- Born: April 12, 1984 (Showa 59) Hokkaido, Japan
- Disappeared: March 6, 2001 (aged 16) (Heisei 13) Muroran, Iburi, Hokkaido, Japan
- Status: Missing for 25 years, 5 months and 1 day
- Education: Hokkaido Muroran Sakae High School
- Height: 153 cm (60 in)
- Distinguishing features: Straight black hair, pierced ears, small mole on right cheek, thin, blood type O, 23.5 cm shoe size
- Investigators: Muroran Police Station, Hokkaido Prefectural Police
- Website: Hokkaido Prefectural Police Request for Information

= Disappearance of Asami Chida =

Missing Student Case

The Disappearance of Asami Chida occurred in Muroran, Iburi, Hokkaido, Japan on the afternoon of Tuesday, March 6, 2001 (Heisei 13). The unsolved missing persons investigation is named the Muroran High School Girl Disappearance Case (室蘭女子高生失踪事件).

Asami, a sixteen year-old Hokkaido Muroran Sakae High School student at the time from the Hakuchodai, was last seen on security camera footage at the Muroran Saty (presently Aeon Muroran Store) in the Higashimachi locality of Muroran. She was seen talking to a friend in the store. Her school was closed that Tuesday because of entrance exams. After visiting the store, she presumably boarded a Chuocho-Kodai Loop Line (Outer Loop) bus for her part-time job at a bakery, got off near the business in the Chiribetsucho District, and vanished. She was asked to go to the bakery for coffee making training.

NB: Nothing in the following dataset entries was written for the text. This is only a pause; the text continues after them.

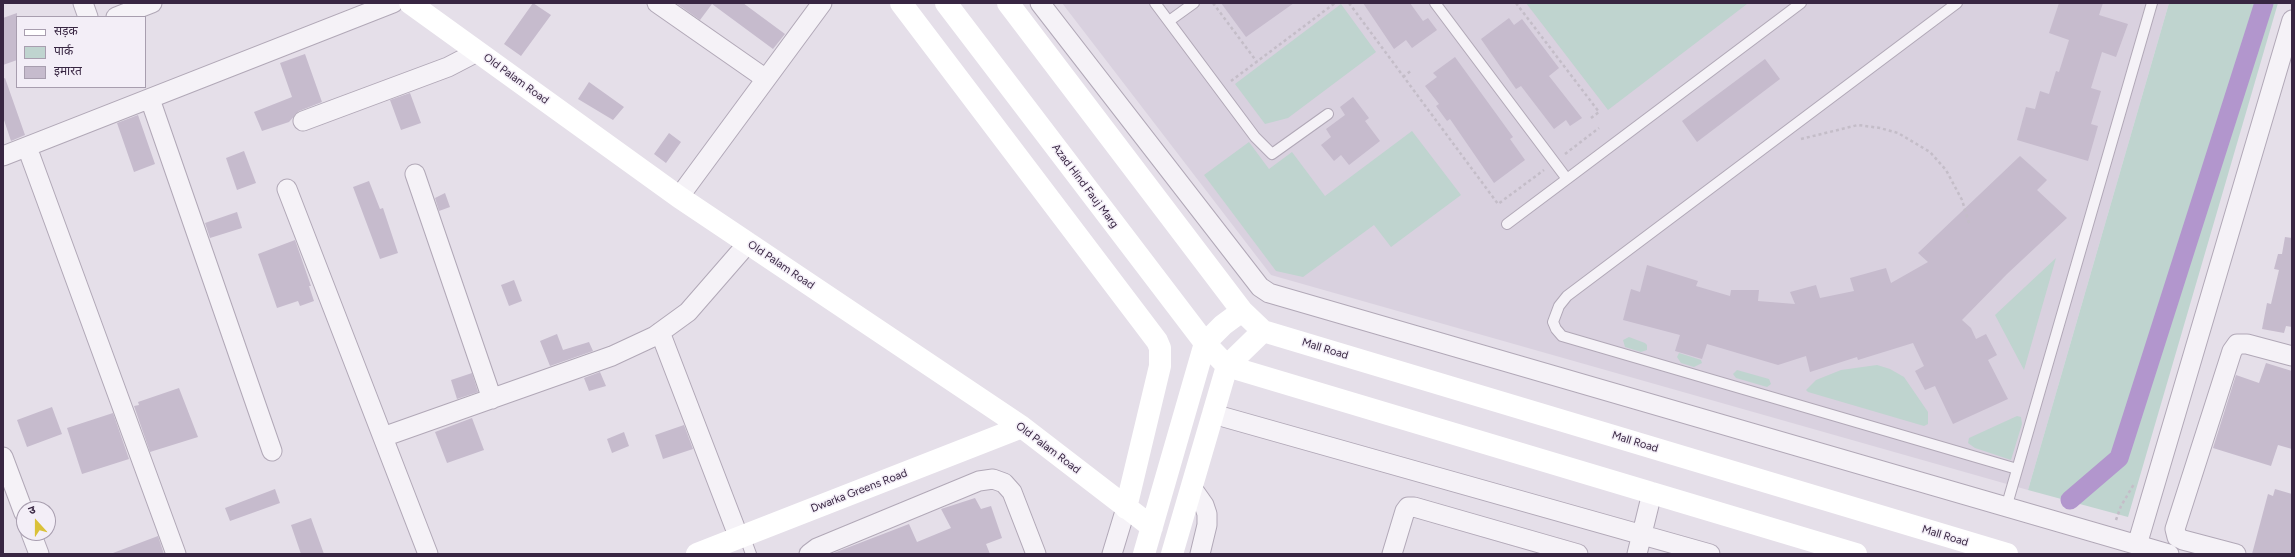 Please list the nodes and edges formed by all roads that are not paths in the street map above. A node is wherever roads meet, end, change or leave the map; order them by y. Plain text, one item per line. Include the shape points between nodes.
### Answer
1 (83, 3) edge
2 (152, 3) edge
3 (393, 3) edge
4 (410, 3) edge
5 (657, 3) edge
6 (822, 3) edge
7 (901, 3) edge
8 (946, 3) edge
9 (1008, 3) edge
10 (1040, 3) edge
11 (1155, 3) edge
12 (1194, 3) edge
13 (1435, 3) edge
14 (1801, 3) edge
15 (1957, 3) edge
16 (2152, 3) edge
17 (677, 9) edge
18 (88, 16) edge
19 (119, 16) edge
20 (2292, 20) edge
21 (1169, 22) junction
22 (477, 52) junction
23 (766, 79) junction
24 (150, 99) junction
25 (1328, 114) dead end
26 (303, 121) dead end
27 (27, 147) junction
28 (3, 156) edge
29 (415, 174) dead end
30 (1567, 179) junction
31 (287, 189) dead end
32 (679, 197) junction
33 (1507, 224) dead end
34 (748, 243) junction
35 (1242, 312) junction
36 (1263, 331) junction
37 (660, 332) junction
38 (1205, 344) junction
39 (2292, 356) edge
40 (1227, 366) junction
41 (492, 399) junction
42 (1213, 414) junction
43 (1022, 427) junction
44 (383, 438) junction
45 (272, 451) dead end
46 (3, 457) edge
47 (2017, 469) junction
48 (1192, 488) junction
49 (1652, 493) junction
50 (20, 501) edge
51 (1126, 508) junction
52 (2006, 508) junction
53 (1152, 527) junction
54 (1642, 534) junction
55 (34, 541) edge
56 (745, 542) edge
57 (2137, 545) junction
58 (39, 554) edge
59 (176, 554) edge
60 (428, 554) edge
61 (697, 554) edge
62 (809, 554) edge
63 (1036, 554) edge
64 (1112, 554) edge
65 (1144, 554) edge
66 (1172, 554) edge
67 (1200, 554) edge
68 (1392, 554) edge
69 (1578, 554) edge
70 (1637, 554) edge
71 (1710, 554) edge
72 (1856, 554) edge
73 (2007, 554) edge
74 (2169, 554) edge
75 (2236, 554) edge

1 - 18 street
2 - 19 street
3 - 24 street
4 - 22 street, Old Palam Road
5 - 17 street
6 - 23 street
7 - 51 street via 1157,341 1160,348 1160,366
8 - 38 street, Azad Hind Fauj Marg
9 - 35 street
10 - 52 street via 1260,288
11 - 21 lane
12 - 21 lane
13 - 30 lane
14 - 30 lane
15 - 47 lane via 1568,296 1554,316 1556,329 1562,336
16 - 47 lane
17 - 23 street
20 - 57 street
21 - 25 lane via 1255,137 1272,154
22 - 26 street via 448,67
22 - 32 street, Old Palam Road
23 - 32 street
24 - 27 street
24 - 45 street
27 - 28 street
27 - 59 street
29 - 41 street
30 - 33 lane
31 - 44 street
32 - 34 street, Old Palam Road
34 - 37 street via 688,312
34 - 43 street, Old Palam Road
35 - 36 street
35 - 38 street via 1223,325
36 - 40 street
36 - 73 street, Mall Road
37 - 41 street via 612,356
37 - 56 street
38 - 40 street, Azad Hind Fauj Marg
38 - 53 street
39 - 75 street via 2247,344 2237,344 2232,350 2175,529 2177,537 2183,540
40 - 42 street
40 - 49 street
41 - 44 street
42 - 48 street
42 - 54 street
43 - 51 street, Old Palam Road
43 - 56 street, Dwarka Greens Road
44 - 60 street
46 - 50 street
47 - 52 lane
48 - 66 street
48 - 67 street via 1208,514
49 - 54 street
49 - 72 street
51 - 53 street, Old Palam Road
51 - 64 street
52 - 57 street
53 - 65 street
54 - 70 street
54 - 71 street
55 - 58 street
56 - 61 street, Dwarka Greens Road
57 - 74 street
62 - 63 street via 817,548 979,482 993,479 1004,483 1012,492
68 - 69 street via 1408,507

The last record of her phone being used was before 2 p.m. She reportedly told a friend or boyfriend over the phone, "I can't talk right now, I'll call you back later.” She was wearing green leather shoes, blue jeans and a beige blazer and Burberry scarf that day.

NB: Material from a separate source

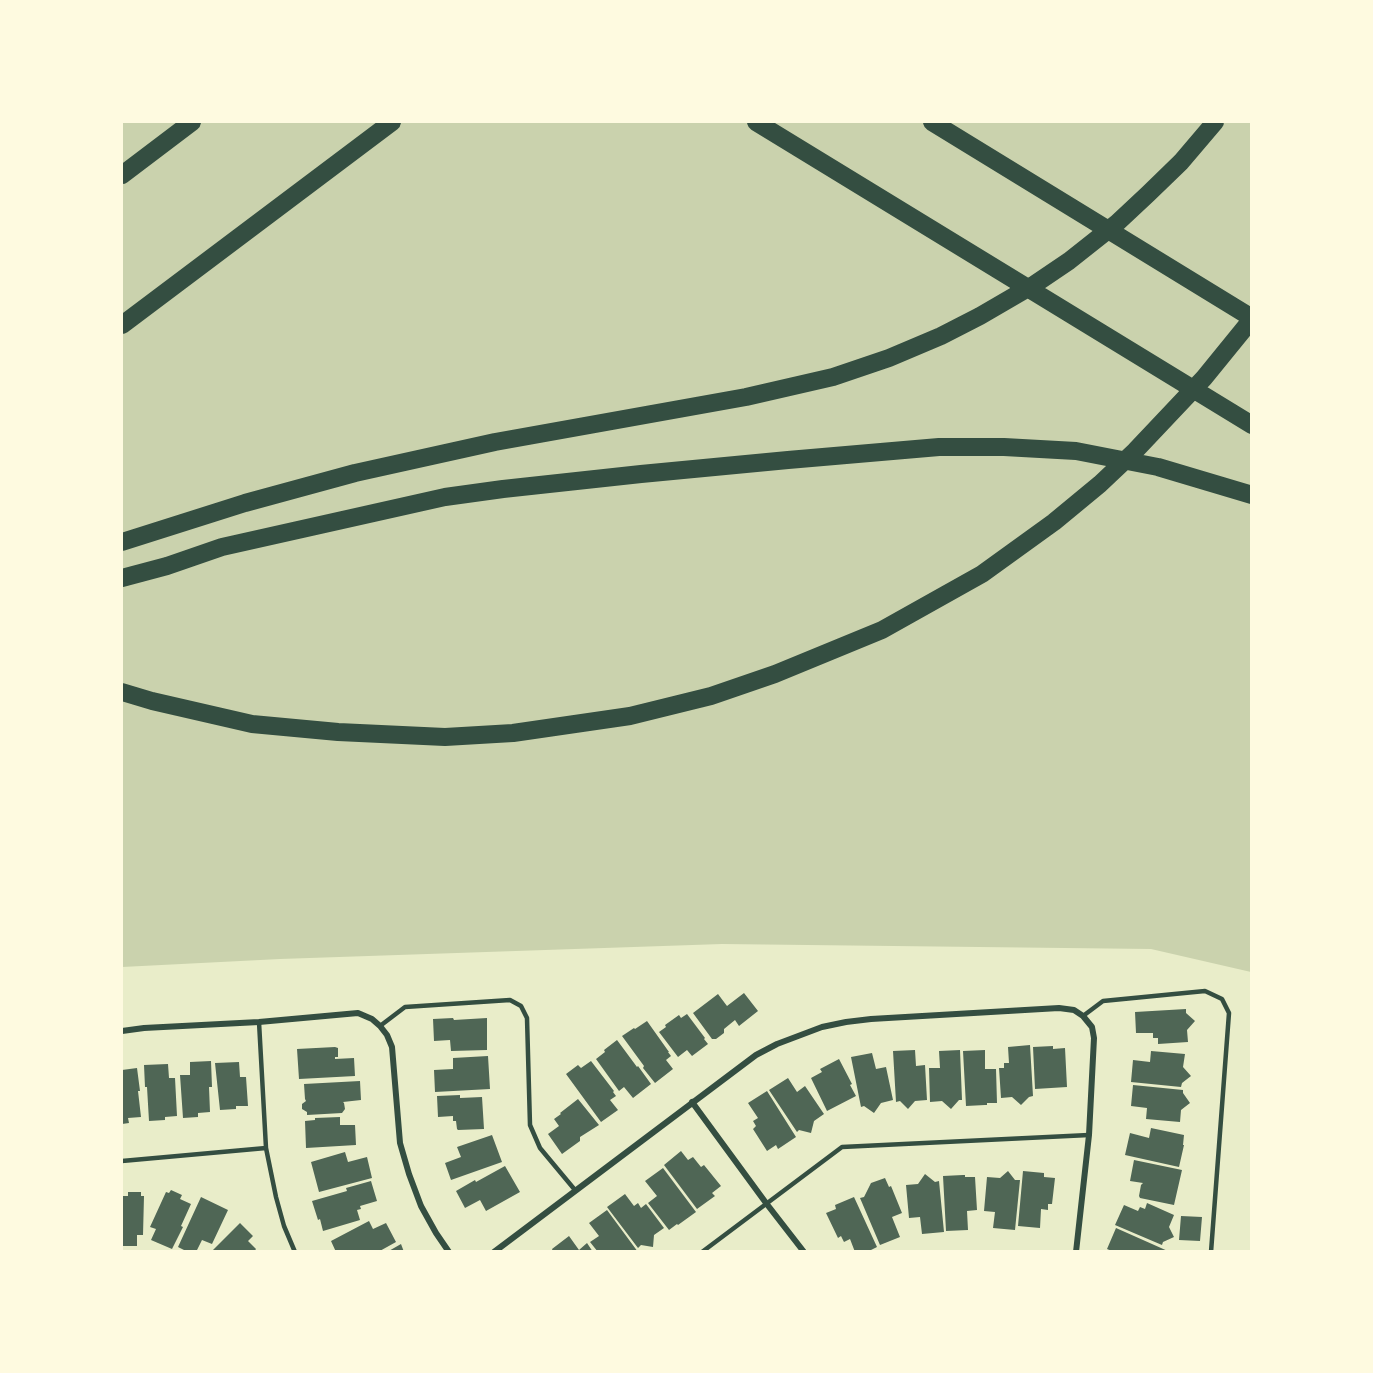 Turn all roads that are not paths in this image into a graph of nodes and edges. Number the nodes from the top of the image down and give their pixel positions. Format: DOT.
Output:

The police have received hundreds of tips over the years, and several theories have been suggested regarding her disappearance, but no incontrovertible evidence has been found. A person of interest or suspect in the case was the owner of the bakery that Asami was scheduled to have training with the afternoon she went missing. He presented an alibi, and stated he was with his mother at the time of the disappearance. The owner was kept under police surveillance, questioned, and his house and car were searched. After the owner's house was demolished years later, the police searched the foundations of the house using heavy machinery, but nothing related to the case was discovered. The bakery eventually closed down because of financial reasons.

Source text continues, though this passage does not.